Where It’s Legal to Grow Cannabis
Many states have made cannabis legal for medical use. Starting with the states of Washington and Colorado in 2012, others have followed to legalize it for recreation as well as health.
Generally, you can grow pot legally in many of the states that have legalized marijuana. States that have approved cannabis for recreational as well as medicinal use generally have the most liberal growing laws. Alaska allows the most pot plants to be grown by individuals. Alaskans can better get through their frigid winters thanks to the state’s law allowing individuals to grow as many as a dozen pot plants for recreation or medicine. That may make it the best state to grow marijuana in if you happen to be looking for quantity for personal use, at least.
Conditions that qualify for medical marijuana prescriptions include:
Residents may posses up to one ounce recreational use. Possession of between one to 2.5 ounces of cannabis is a misdemeanor, while more than 2.5 ounces is considered a felony. The sale and delivery of marijuana is only illegal outside of the context of retail sales by state-licensed entities.
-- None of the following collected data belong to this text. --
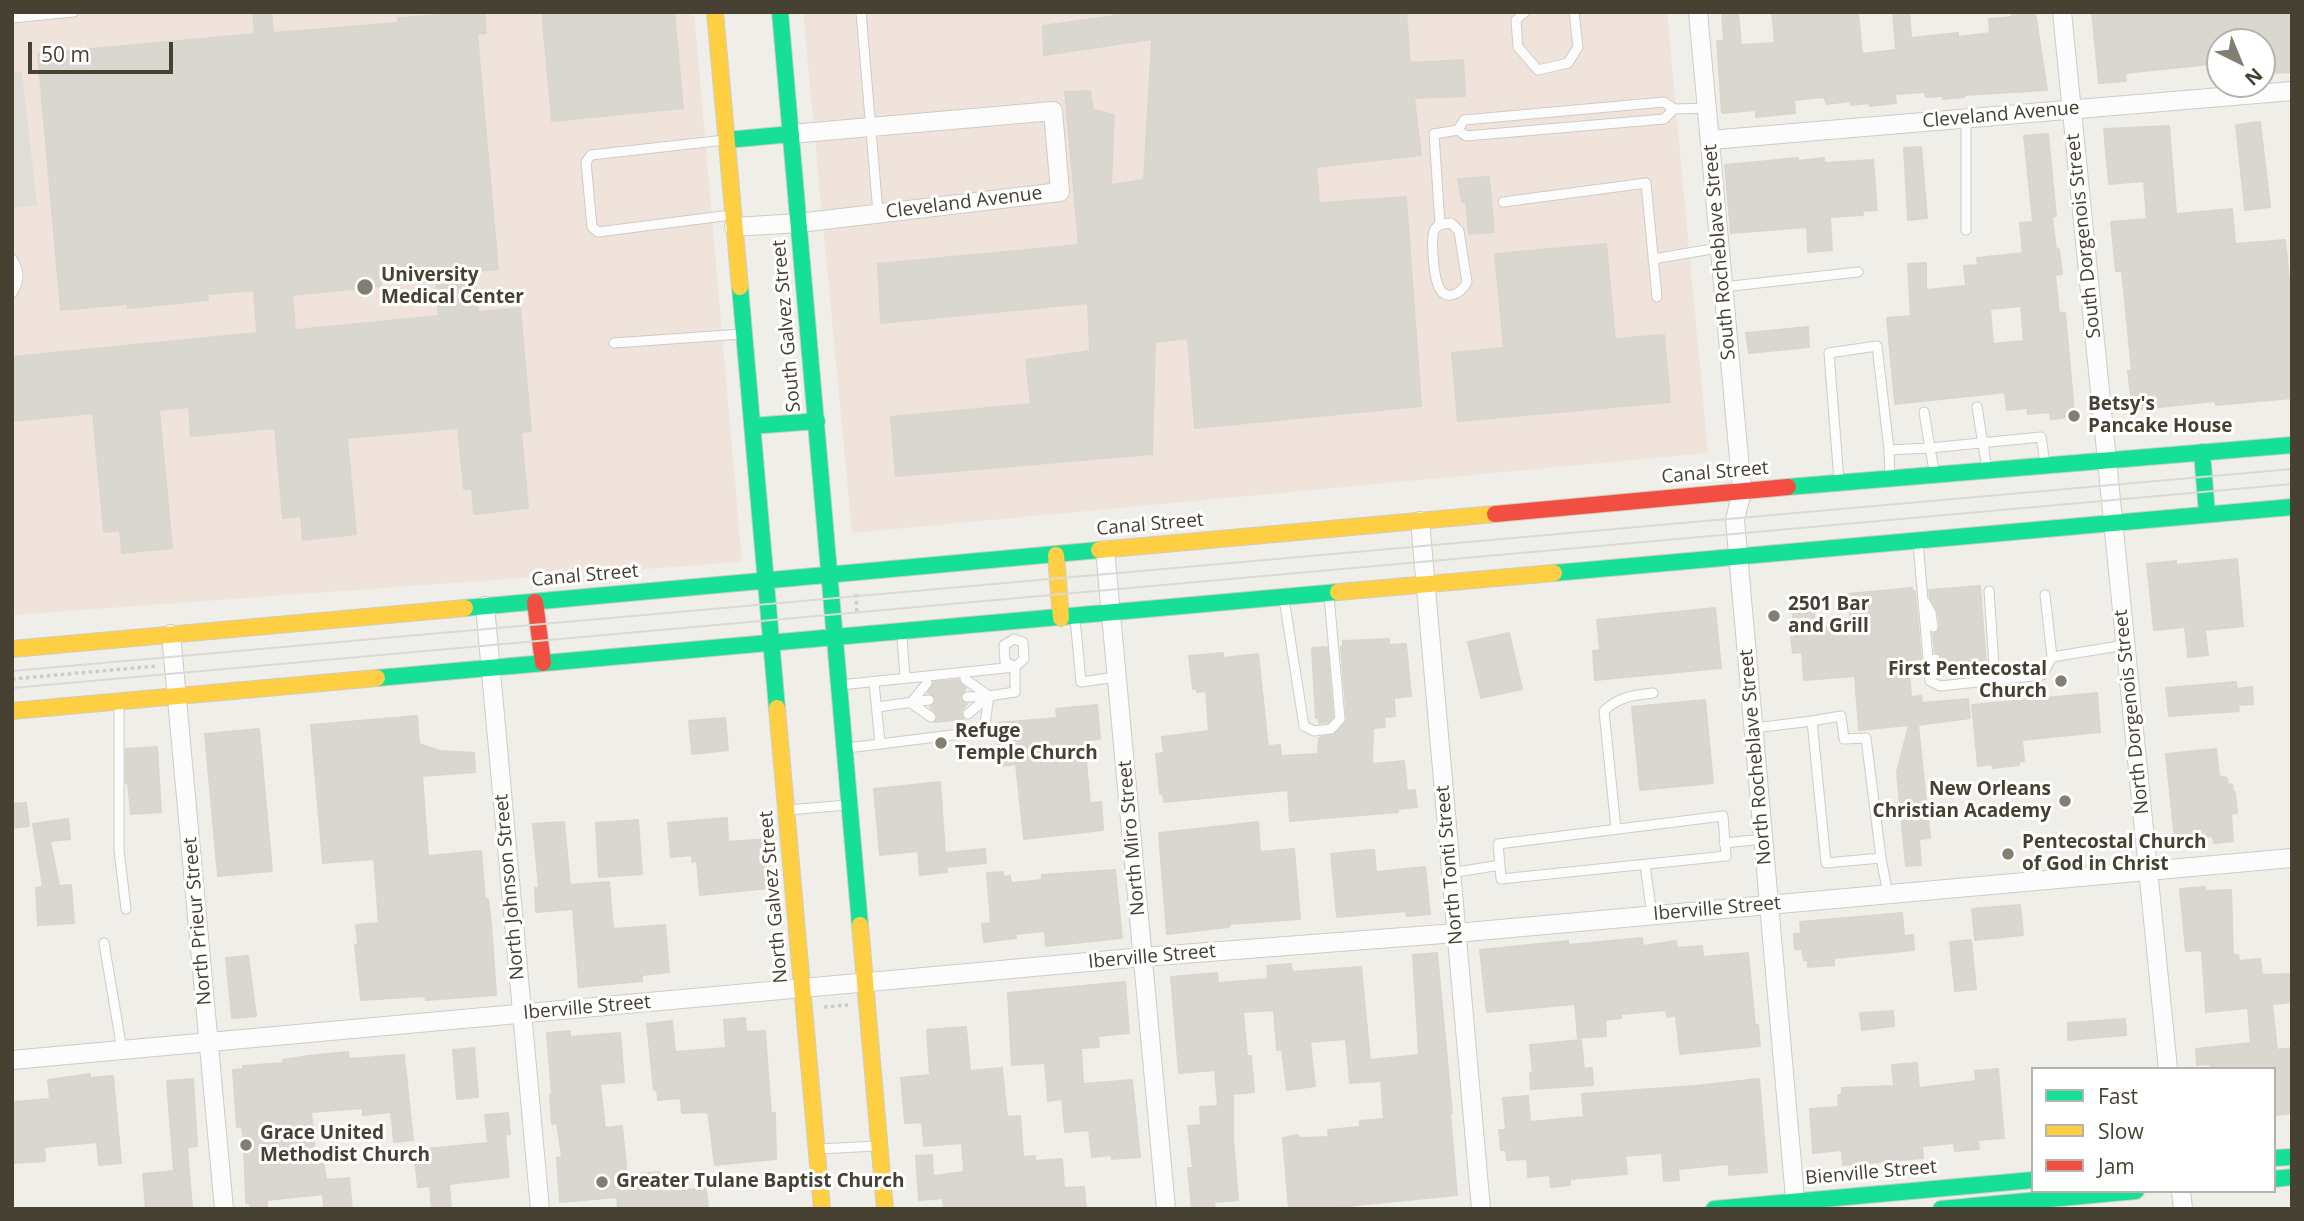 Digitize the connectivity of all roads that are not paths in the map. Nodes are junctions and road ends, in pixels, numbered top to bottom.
1 (74, 12) edge
2 (715, 12) edge
3 (780, 12) edge
4 (861, 12) edge
5 (1525, 12) edge
6 (1574, 12) edge
7 (1698, 12) edge
8 (2062, 12) edge
9 (12, 18) edge
10 (2292, 91) edge
11 (1707, 108) junction
12 (1674, 109) junction
13 (2071, 109) junction
14 (1966, 118) junction
15 (872, 127) junction
16 (1458, 130) junction
17 (790, 134) junction
18 (727, 140) junction
19 (1710, 140) junction
20 (1503, 202) dead end
21 (878, 213) junction
22 (734, 221) junction
23 (799, 223) junction
24 (1440, 225) junction
25 (1966, 230) dead end
26 (1718, 248) junction
27 (12, 259) edge
28 (1653, 259) junction
29 (1858, 272) dead end
30 (1723, 287) junction
31 (12, 293) edge
32 (1657, 298) dead end
33 (744, 334) junction
34 (614, 343) dead end
35 (1977, 407) dead end
36 (1924, 412) dead end
37 (817, 421) junction
38 (752, 426) junction
39 (1983, 443) junction
40 (2292, 444) edge
41 (1930, 447) junction
42 (1889, 450) junction
43 (2202, 452) junction
44 (2107, 460) junction
45 (2046, 465) junction
46 (1987, 470) junction
47 (1934, 475) junction
48 (1890, 479) junction
49 (1839, 483) junction
50 (1742, 491) junction
51 (2292, 507) edge
52 (2207, 514) junction
53 (1420, 521) junction
54 (2113, 523) junction
55 (1918, 541) junction
56 (1105, 550) junction
57 (1056, 555) junction
58 (1738, 557) junction
59 (829, 575) junction
60 (766, 581) junction
61 (1425, 585) junction
62 (1989, 591) dead end
63 (1328, 594) junction
64 (2046, 594) dead end
65 (1284, 598) junction
66 (1923, 598) junction
67 (535, 602) junction
68 (485, 606) junction
69 (1111, 614) junction
70 (1068, 617) junction
71 (1013, 621) junction
72 (1933, 627) dead end
73 (902, 630) junction
74 (171, 634) junction
75 (834, 636) junction
76 (1014, 639) junction
77 (770, 641) junction
78 (2125, 645) junction
79 (12, 649) edge
80 (2052, 657) junction
81 (1936, 659) dead end
82 (543, 663) junction
83 (1015, 667) junction
84 (491, 669) junction
85 (1116, 677) junction
86 (905, 678) junction
87 (965, 679) dead end
88 (1995, 680) junction
89 (874, 681) junction
90 (1930, 681) junction
91 (928, 683) dead end
92 (838, 685) junction
93 (1653, 693) dead end
94 (177, 696) junction
95 (989, 696) junction
96 (967, 697) dead end
97 (120, 701) junction
98 (929, 701) dead end
99 (911, 704) junction
100 (877, 707) junction
101 (12, 711) edge
102 (968, 714) dead end
103 (931, 717) dead end
104 (1812, 721) junction
105 (1754, 728) junction
106 (880, 744) junction
107 (844, 748) junction
108 (849, 805) junction
109 (787, 810) junction
110 (1616, 829) junction
111 (1764, 839) junction
112 (1724, 843) junction
113 (1881, 858) junction
114 (2292, 858) edge
115 (1500, 865) junction
116 (1645, 865) junction
117 (2148, 870) junction
118 (1451, 873) junction
119 (1888, 894) junction
120 (1770, 905) junction
121 (125, 909) dead end
122 (1652, 915) junction
123 (1456, 933) junction
124 (104, 943) dead end
125 (1143, 957) junction
126 (865, 982) junction
127 (803, 989) junction
128 (521, 1014) junction
129 (210, 1042) junction
130 (122, 1050) junction
131 (12, 1060) edge
132 (2168, 1067) edge
133 (879, 1146) junction
134 (817, 1149) junction
135 (2031, 1180) edge
136 (2114, 1193) edge
137 (1796, 1205) edge
138 (224, 1209) edge
139 (540, 1209) edge
140 (822, 1209) edge
141 (885, 1209) edge
142 (1166, 1209) edge
143 (1481, 1209) edge
144 (1714, 1209) edge
145 (1941, 1209) edge

1 - 9 lane
2 - 18 main road
3 - 17 main road, South Galvez Street
4 - 15 lane
5 - 6 lane
7 - 11 street, South Rocheblave Street
8 - 13 street, South Dorgenois Street
10 - 13 street, Cleveland Avenue
11 - 12 lane
11 - 19 street, South Rocheblave Street
12 - 16 lane
12 - 16 lane
13 - 14 street, Cleveland Avenue
13 - 44 street, South Dorgenois Street
14 - 19 street, Cleveland Avenue
14 - 25 lane
15 - 17 street, Cleveland Avenue
15 - 21 lane
15 - 21 street, Cleveland Avenue
16 - 24 lane
17 - 18 main road
17 - 23 main road, South Galvez Street
18 - 22 main road
18 - 22 lane
19 - 26 street, South Rocheblave Street
20 - 28 lane
21 - 23 street, Cleveland Avenue
22 - 23 street, Cleveland Avenue
22 - 33 main road
23 - 37 main road, South Galvez Street
24 - 24 lane
26 - 28 lane
26 - 30 street, South Rocheblave Street
27 - 31 lane
28 - 32 lane
29 - 30 lane
30 - 50 street, South Rocheblave Street
33 - 34 lane
33 - 38 main road
35 - 39 lane
36 - 41 lane
37 - 38 main road
37 - 59 main road, South Galvez Street
38 - 60 main road
39 - 41 lane
39 - 45 lane
39 - 46 lane
40 - 43 main road, Canal Street
41 - 42 lane
41 - 47 lane
42 - 48 lane
42 - 49 lane
43 - 44 main road, Canal Street
43 - 52 main road
44 - 45 main road, Canal Street
44 - 54 street, South Dorgenois Street
45 - 46 main road, Canal Street
46 - 47 main road, Canal Street
47 - 48 main road, Canal Street
48 - 49 main road, Canal Street
49 - 50 main road, Canal Street
50 - 53 main road, Canal Street
50 - 58 street, South Rocheblave Street
51 - 52 main road
52 - 54 main road
53 - 56 main road, Canal Street
53 - 61 street, North Tonti Street
54 - 55 main road
54 - 78 street, North Dorgenois Street
55 - 58 main road
55 - 66 lane
56 - 57 main road, Canal Street
56 - 69 street, North Miro Street
57 - 59 main road, Canal Street
57 - 70 main road
58 - 61 main road
58 - 105 street, North Rocheblave Street
59 - 60 main road, Canal Street
59 - 75 main road, South Galvez Street
60 - 67 main road, Canal Street
60 - 77 main road, North Galvez Street
61 - 63 main road
61 - 118 street, North Tonti Street
62 - 88 lane
63 - 65 main road
63 - 65 lane
64 - 80 lane
65 - 69 main road
66 - 72 lane
66 - 90 lane
67 - 68 main road, Canal Street
67 - 82 main road
68 - 74 main road, Canal Street
68 - 84 street, North Johnson Street
69 - 70 main road
69 - 85 street, North Miro Street
70 - 71 main road
70 - 85 lane
71 - 73 main road
71 - 76 lane
73 - 75 main road
73 - 86 lane
74 - 79 main road, Canal Street
74 - 94 street, North Prieur Street
75 - 77 main road
75 - 92 main road
76 - 83 lane
76 - 83 lane
77 - 82 main road
77 - 109 main road, North Galvez Street
78 - 80 lane
78 - 117 street, North Dorgenois Street
80 - 88 lane
81 - 90 lane
82 - 84 main road
83 - 86 lane
83 - 95 lane
84 - 94 main road
84 - 128 street, North Johnson Street
85 - 125 street, North Miro Street
86 - 89 lane
87 - 95 lane
88 - 90 lane
89 - 92 lane
89 - 100 lane
91 - 99 lane
92 - 107 main road
93 - 110 lane
94 - 97 main road
94 - 129 street, North Prieur Street
95 - 96 lane
95 - 102 lane
95 - 106 lane
97 - 101 main road
97 - 121 lane
98 - 99 lane
99 - 100 lane
99 - 103 lane
100 - 106 lane
104 - 105 lane
104 - 113 lane
104 - 113 lane
105 - 111 street, North Rocheblave Street
106 - 107 lane
107 - 108 main road
108 - 109 lane
108 - 126 main road
109 - 127 main road, North Galvez Street
110 - 112 lane
110 - 115 lane
111 - 112 lane
111 - 120 street, North Rocheblave Street
112 - 116 lane
113 - 119 lane
114 - 117 street, Iberville Street
115 - 116 lane
115 - 118 lane
116 - 122 lane
117 - 119 street, Iberville Street
117 - 132 street, North Dorgenois Street
118 - 123 street, North Tonti Street
119 - 120 street, Iberville Street
120 - 122 street, Iberville Street
120 - 137 street, North Rocheblave Street
122 - 123 street, Iberville Street
123 - 125 street, Iberville Street
123 - 143 street, North Tonti Street
124 - 130 lane
125 - 126 street, Iberville Street
125 - 142 street, North Miro Street
126 - 127 street, Iberville Street
126 - 133 main road
127 - 128 street, Iberville Street
127 - 134 main road, North Galvez Street
128 - 129 street, Iberville Street
128 - 139 street, North Johnson Street
129 - 130 street, Iberville Street
129 - 138 street, North Prieur Street
130 - 131 street, Iberville Street
133 - 134 lane
133 - 141 main road
134 - 140 main road, North Galvez Street
135 - 137 main road, Bienville Street
136 - 145 main road
137 - 144 main road, Bienville Street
Citizens may grow no more than three marijuana plants for non-commercial purposes.
Cannabis has been legal in North Dakota for medical purposes since 2016. If a resident possesses a qualifying condition, they may acquire up to three ounces of usable marijuana in 30-day period. Home cultivation, however, is not permitted.
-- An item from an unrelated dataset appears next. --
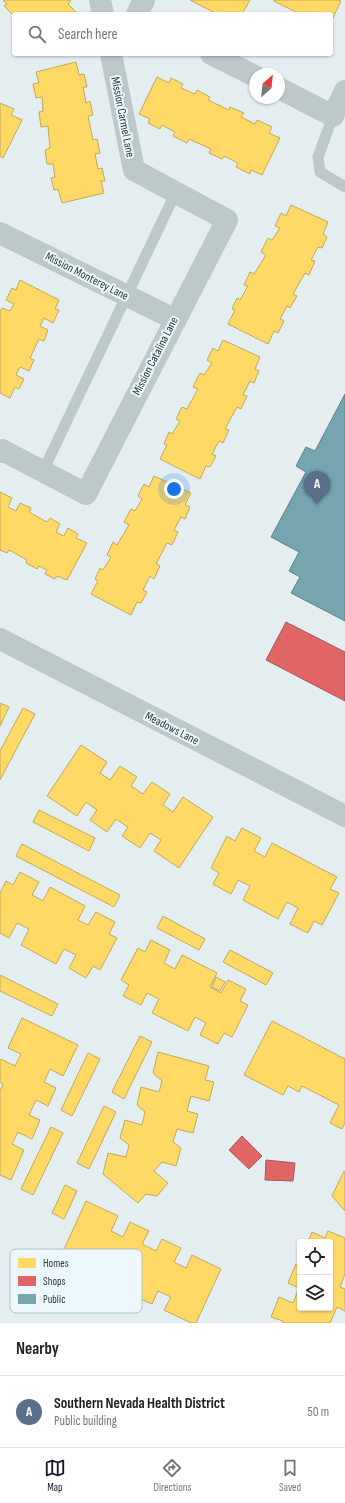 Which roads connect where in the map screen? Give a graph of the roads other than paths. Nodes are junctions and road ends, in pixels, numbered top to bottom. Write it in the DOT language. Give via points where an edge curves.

New Mexico Marijuana Laws: Medical and Decriminalized
Introduced in 2019, the Secure and Fair Enforcement (SAFE) Banking Act could be the silver bullet solution to the difficulties that discourage most banks and credit unions from doing business with the cannabis industry, according to its supporters. This bill is designed to prevent ". a federal banking regulator from penalizing a depository institution for providing banking services to a legitimate marijuana-related business." The bill received the two-thirds majority vote required to pass the House in September 2019.
Nevada is currently poised to be one of the first states to introduce a banking system specifically for its cannabis industry. The system will be based around the exchange of electronic tokens, purchased by consumers through an app, which will then be used by consumers to buy products or for businesses to pay the state and local government.
Arizona Marijuana Laws: Legalized
As Hawaii-based institution have proven unwilling to provide financial services to medical marijuana dispensaries, a Colorado credit union has agreed to (temporarily) shoulder the responsibility. By signing up for the debit mobile app CanPay, a qualifying resident can receive QR codes that link to their checking account for the purpose of payment. This is the first cashless system for cannabis commerce in the U.S.
It is illegal to possess, use, purchase, sell, or cultivate marijuana in Kansas for either medical or recreational purposes. Possession of any amount, without the intent to distribute, is only a misdemeanor. The sale and delivery of cannabis, however, is considered a felony.